Provide the material again, with every line intact and exact.

----

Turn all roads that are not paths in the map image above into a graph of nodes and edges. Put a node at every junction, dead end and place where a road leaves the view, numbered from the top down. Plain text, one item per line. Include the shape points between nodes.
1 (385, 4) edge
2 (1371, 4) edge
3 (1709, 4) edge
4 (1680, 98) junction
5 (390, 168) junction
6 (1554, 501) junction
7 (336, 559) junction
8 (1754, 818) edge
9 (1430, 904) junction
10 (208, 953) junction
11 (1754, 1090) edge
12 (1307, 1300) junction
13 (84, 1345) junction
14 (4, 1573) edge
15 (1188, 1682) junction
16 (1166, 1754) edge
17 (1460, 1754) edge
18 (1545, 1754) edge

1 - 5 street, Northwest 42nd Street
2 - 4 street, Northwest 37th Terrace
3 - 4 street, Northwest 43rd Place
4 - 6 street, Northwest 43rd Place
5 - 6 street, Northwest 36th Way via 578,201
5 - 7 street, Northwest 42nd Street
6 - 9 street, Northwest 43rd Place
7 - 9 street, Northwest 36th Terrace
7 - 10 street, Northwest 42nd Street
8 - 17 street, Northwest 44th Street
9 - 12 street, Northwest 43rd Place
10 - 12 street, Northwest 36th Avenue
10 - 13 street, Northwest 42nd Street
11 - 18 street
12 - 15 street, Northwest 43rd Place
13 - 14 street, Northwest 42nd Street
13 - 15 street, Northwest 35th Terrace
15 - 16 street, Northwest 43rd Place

----

Task solution:
Turn all roads that are not paths in the map image above into a graph of nodes and edges. Put a node at every junction, dead end and place where a road leaves the view, numbered from the top down. Plain text, one item per line. Include the shape points between nodes.
1 (385, 4) edge
2 (1371, 4) edge
3 (1709, 4) edge
4 (1680, 98) junction
5 (390, 168) junction
6 (1554, 501) junction
7 (336, 559) junction
8 (1754, 818) edge
9 (1430, 904) junction
10 (208, 953) junction
11 (1754, 1090) edge
12 (1307, 1300) junction
13 (84, 1345) junction
14 (4, 1573) edge
15 (1188, 1682) junction
16 (1166, 1754) edge
17 (1460, 1754) edge
18 (1545, 1754) edge

1 - 5 street, Northwest 42nd Street
2 - 4 street, Northwest 37th Terrace
3 - 4 street, Northwest 43rd Place
4 - 6 street, Northwest 43rd Place
5 - 6 street, Northwest 36th Way via 578,201
5 - 7 street, Northwest 42nd Street
6 - 9 street, Northwest 43rd Place
7 - 9 street, Northwest 36th Terrace
7 - 10 street, Northwest 42nd Street
8 - 17 street, Northwest 44th Street
9 - 12 street, Northwest 43rd Place
10 - 12 street, Northwest 36th Avenue
10 - 13 street, Northwest 42nd Street
11 - 18 street
12 - 15 street, Northwest 43rd Place
13 - 14 street, Northwest 42nd Street
13 - 15 street, Northwest 35th Terrace
15 - 16 street, Northwest 43rd Place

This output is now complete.